──────── RECORDS FOR THE TASK
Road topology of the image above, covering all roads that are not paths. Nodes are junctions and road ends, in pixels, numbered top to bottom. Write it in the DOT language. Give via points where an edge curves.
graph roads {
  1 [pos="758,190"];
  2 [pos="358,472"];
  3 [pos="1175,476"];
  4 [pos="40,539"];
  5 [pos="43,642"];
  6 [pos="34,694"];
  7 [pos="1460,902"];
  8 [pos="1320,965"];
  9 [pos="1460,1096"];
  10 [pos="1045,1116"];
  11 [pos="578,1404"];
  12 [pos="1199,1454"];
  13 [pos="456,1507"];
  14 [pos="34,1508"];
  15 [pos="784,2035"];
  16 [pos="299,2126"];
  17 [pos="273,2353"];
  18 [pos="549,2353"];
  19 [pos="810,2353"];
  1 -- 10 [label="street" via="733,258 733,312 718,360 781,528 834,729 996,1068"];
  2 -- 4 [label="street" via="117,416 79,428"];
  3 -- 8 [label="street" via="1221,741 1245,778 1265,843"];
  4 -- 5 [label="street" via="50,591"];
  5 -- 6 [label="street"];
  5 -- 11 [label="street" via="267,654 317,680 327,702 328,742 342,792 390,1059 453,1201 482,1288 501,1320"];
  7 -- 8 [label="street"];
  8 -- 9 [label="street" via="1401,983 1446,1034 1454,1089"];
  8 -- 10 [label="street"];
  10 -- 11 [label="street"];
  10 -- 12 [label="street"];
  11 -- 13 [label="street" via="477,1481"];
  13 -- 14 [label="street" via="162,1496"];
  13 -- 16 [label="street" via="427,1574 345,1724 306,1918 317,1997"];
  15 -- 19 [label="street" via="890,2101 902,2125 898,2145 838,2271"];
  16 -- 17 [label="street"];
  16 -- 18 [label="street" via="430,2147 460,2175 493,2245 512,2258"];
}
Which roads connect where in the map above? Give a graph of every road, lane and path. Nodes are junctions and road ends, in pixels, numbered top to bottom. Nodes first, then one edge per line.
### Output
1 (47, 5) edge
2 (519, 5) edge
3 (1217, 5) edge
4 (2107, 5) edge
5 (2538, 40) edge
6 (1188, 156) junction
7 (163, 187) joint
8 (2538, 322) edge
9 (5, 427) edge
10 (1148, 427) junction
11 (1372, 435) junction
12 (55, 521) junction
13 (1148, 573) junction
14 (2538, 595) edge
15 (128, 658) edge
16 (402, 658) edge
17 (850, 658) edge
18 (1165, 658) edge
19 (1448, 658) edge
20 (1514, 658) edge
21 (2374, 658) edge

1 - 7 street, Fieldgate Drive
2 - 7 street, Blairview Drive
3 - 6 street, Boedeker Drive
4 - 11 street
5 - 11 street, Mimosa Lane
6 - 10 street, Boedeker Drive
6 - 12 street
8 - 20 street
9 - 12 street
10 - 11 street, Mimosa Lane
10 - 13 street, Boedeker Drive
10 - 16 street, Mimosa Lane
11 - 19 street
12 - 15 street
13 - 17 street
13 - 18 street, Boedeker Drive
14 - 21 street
────────────────
DIRECTIONS FOR THIS TASK:
Write out the listing exactly, keeping every character.

WRITTEN ANSWER:
Road topology of the image above, covering all roads that are not paths. Nodes are junctions and road ends, in pixels, numbered top to bottom. Write it in the DOT language. Give via points where an edge curves.
graph roads {
  1 [pos="758,190"];
  2 [pos="358,472"];
  3 [pos="1175,476"];
  4 [pos="40,539"];
  5 [pos="43,642"];
  6 [pos="34,694"];
  7 [pos="1460,902"];
  8 [pos="1320,965"];
  9 [pos="1460,1096"];
  10 [pos="1045,1116"];
  11 [pos="578,1404"];
  12 [pos="1199,1454"];
  13 [pos="456,1507"];
  14 [pos="34,1508"];
  15 [pos="784,2035"];
  16 [pos="299,2126"];
  17 [pos="273,2353"];
  18 [pos="549,2353"];
  19 [pos="810,2353"];
  1 -- 10 [label="street" via="733,258 733,312 718,360 781,528 834,729 996,1068"];
  2 -- 4 [label="street" via="117,416 79,428"];
  3 -- 8 [label="street" via="1221,741 1245,778 1265,843"];
  4 -- 5 [label="street" via="50,591"];
  5 -- 6 [label="street"];
  5 -- 11 [label="street" via="267,654 317,680 327,702 328,742 342,792 390,1059 453,1201 482,1288 501,1320"];
  7 -- 8 [label="street"];
  8 -- 9 [label="street" via="1401,983 1446,1034 1454,1089"];
  8 -- 10 [label="street"];
  10 -- 11 [label="street"];
  10 -- 12 [label="street"];
  11 -- 13 [label="street" via="477,1481"];
  13 -- 14 [label="street" via="162,1496"];
  13 -- 16 [label="street" via="427,1574 345,1724 306,1918 317,1997"];
  15 -- 19 [label="street" via="890,2101 902,2125 898,2145 838,2271"];
  16 -- 17 [label="street"];
  16 -- 18 [label="street" via="430,2147 460,2175 493,2245 512,2258"];
}
Which roads connect where in the map above? Give a graph of every road, lane and path. Nodes are junctions and road ends, in pixels, numbered top to bottom. Nodes first, then one edge per line.
### Output
1 (47, 5) edge
2 (519, 5) edge
3 (1217, 5) edge
4 (2107, 5) edge
5 (2538, 40) edge
6 (1188, 156) junction
7 (163, 187) joint
8 (2538, 322) edge
9 (5, 427) edge
10 (1148, 427) junction
11 (1372, 435) junction
12 (55, 521) junction
13 (1148, 573) junction
14 (2538, 595) edge
15 (128, 658) edge
16 (402, 658) edge
17 (850, 658) edge
18 (1165, 658) edge
19 (1448, 658) edge
20 (1514, 658) edge
21 (2374, 658) edge

1 - 7 street, Fieldgate Drive
2 - 7 street, Blairview Drive
3 - 6 street, Boedeker Drive
4 - 11 street
5 - 11 street, Mimosa Lane
6 - 10 street, Boedeker Drive
6 - 12 street
8 - 20 street
9 - 12 street
10 - 11 street, Mimosa Lane
10 - 13 street, Boedeker Drive
10 - 16 street, Mimosa Lane
11 - 19 street
12 - 15 street
13 - 17 street
13 - 18 street, Boedeker Drive
14 - 21 street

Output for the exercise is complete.